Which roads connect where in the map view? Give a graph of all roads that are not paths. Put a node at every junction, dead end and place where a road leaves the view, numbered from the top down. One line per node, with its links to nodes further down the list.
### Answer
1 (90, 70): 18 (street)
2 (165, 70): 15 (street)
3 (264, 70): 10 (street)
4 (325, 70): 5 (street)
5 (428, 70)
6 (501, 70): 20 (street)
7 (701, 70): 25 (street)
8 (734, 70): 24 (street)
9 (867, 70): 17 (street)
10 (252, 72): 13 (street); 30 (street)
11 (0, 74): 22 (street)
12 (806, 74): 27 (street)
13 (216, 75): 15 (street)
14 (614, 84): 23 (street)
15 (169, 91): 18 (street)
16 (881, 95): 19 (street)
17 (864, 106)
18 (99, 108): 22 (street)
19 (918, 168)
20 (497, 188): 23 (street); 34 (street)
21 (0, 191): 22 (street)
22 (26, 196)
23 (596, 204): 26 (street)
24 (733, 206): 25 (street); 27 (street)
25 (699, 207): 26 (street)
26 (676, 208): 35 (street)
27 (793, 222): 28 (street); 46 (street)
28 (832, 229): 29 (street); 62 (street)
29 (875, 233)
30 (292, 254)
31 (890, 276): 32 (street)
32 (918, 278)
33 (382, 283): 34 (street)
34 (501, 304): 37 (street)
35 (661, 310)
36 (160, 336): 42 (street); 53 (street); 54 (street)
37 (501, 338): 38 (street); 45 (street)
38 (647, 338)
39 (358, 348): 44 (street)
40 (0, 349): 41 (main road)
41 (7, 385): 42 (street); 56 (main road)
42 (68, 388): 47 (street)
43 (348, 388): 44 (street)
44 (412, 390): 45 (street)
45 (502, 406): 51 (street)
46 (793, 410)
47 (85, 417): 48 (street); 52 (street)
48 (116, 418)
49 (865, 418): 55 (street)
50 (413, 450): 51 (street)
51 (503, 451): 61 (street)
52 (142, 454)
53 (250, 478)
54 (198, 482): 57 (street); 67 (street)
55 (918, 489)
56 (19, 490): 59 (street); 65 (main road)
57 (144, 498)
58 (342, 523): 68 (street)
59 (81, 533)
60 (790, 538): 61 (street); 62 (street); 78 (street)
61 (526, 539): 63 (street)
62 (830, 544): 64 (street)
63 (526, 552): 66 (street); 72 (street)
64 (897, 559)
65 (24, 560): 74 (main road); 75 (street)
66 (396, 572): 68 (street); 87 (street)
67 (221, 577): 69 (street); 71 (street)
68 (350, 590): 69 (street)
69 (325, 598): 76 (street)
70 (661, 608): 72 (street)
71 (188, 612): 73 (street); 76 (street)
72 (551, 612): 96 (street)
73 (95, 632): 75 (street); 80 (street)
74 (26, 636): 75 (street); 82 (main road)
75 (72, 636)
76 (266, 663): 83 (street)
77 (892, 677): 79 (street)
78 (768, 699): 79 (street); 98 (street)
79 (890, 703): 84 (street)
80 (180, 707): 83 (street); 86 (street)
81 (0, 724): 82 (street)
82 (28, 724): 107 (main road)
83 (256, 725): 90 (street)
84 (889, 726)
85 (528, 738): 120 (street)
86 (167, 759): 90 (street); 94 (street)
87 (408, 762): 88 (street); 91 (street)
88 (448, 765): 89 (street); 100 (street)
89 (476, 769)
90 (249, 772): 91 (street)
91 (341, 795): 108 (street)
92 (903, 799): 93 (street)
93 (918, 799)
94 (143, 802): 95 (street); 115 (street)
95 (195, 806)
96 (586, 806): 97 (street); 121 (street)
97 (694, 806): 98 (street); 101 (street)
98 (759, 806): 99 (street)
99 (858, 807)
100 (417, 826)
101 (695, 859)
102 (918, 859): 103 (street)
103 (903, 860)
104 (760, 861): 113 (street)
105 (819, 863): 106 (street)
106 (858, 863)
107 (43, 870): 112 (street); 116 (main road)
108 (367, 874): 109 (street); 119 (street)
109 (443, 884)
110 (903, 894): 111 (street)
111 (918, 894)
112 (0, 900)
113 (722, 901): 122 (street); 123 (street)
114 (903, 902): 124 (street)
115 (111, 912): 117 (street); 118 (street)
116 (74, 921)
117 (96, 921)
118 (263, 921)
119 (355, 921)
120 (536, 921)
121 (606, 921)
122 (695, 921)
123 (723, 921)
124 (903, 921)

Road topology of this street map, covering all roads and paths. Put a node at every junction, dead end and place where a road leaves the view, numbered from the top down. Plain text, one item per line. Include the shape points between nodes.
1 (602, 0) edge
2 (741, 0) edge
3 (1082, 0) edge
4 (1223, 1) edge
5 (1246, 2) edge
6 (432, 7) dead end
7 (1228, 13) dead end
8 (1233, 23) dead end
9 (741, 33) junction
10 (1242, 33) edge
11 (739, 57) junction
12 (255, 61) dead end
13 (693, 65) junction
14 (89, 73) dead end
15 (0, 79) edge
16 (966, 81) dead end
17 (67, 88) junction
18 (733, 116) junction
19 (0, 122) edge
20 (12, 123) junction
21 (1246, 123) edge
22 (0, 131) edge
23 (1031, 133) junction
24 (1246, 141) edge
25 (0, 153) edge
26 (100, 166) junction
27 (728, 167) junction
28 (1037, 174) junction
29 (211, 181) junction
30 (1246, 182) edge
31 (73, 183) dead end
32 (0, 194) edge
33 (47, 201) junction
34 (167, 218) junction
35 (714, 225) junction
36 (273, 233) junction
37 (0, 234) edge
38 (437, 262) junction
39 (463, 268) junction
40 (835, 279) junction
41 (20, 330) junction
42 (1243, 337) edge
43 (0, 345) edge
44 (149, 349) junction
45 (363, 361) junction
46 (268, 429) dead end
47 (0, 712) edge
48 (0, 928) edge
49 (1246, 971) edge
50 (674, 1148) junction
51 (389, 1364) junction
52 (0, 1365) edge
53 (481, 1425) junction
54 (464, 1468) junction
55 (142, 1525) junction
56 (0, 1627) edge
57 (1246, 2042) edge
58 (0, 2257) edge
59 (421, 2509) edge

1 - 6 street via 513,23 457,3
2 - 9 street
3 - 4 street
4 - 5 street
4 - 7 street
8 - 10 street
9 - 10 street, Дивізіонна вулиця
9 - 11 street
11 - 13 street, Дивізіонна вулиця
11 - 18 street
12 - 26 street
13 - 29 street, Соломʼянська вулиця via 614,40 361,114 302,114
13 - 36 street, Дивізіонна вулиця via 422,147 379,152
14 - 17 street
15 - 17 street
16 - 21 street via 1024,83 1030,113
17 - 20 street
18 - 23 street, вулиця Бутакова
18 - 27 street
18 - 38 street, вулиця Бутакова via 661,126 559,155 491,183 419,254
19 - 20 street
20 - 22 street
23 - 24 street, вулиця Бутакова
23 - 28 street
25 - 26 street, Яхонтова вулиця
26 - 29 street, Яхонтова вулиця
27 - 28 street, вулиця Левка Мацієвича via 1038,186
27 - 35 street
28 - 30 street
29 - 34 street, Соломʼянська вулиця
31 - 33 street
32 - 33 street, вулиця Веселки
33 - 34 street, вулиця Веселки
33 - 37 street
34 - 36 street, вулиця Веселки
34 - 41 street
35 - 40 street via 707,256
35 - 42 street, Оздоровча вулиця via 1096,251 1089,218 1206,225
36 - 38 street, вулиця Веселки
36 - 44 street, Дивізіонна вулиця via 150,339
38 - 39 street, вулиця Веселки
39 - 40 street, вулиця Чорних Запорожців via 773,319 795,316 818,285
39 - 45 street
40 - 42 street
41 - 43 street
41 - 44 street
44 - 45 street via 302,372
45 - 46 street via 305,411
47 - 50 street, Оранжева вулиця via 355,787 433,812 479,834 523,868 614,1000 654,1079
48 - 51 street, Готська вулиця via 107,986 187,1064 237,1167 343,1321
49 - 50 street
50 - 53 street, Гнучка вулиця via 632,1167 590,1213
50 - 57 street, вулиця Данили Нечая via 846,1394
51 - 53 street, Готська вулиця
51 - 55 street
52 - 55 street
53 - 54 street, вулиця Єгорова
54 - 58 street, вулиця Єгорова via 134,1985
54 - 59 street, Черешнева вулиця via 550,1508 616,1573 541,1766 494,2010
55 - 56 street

WHAT THE EXERCISE ASKS — For the data shown above, give the number of lines where the word "road" appears, and nothing else.

YOUR RESPONSE — 9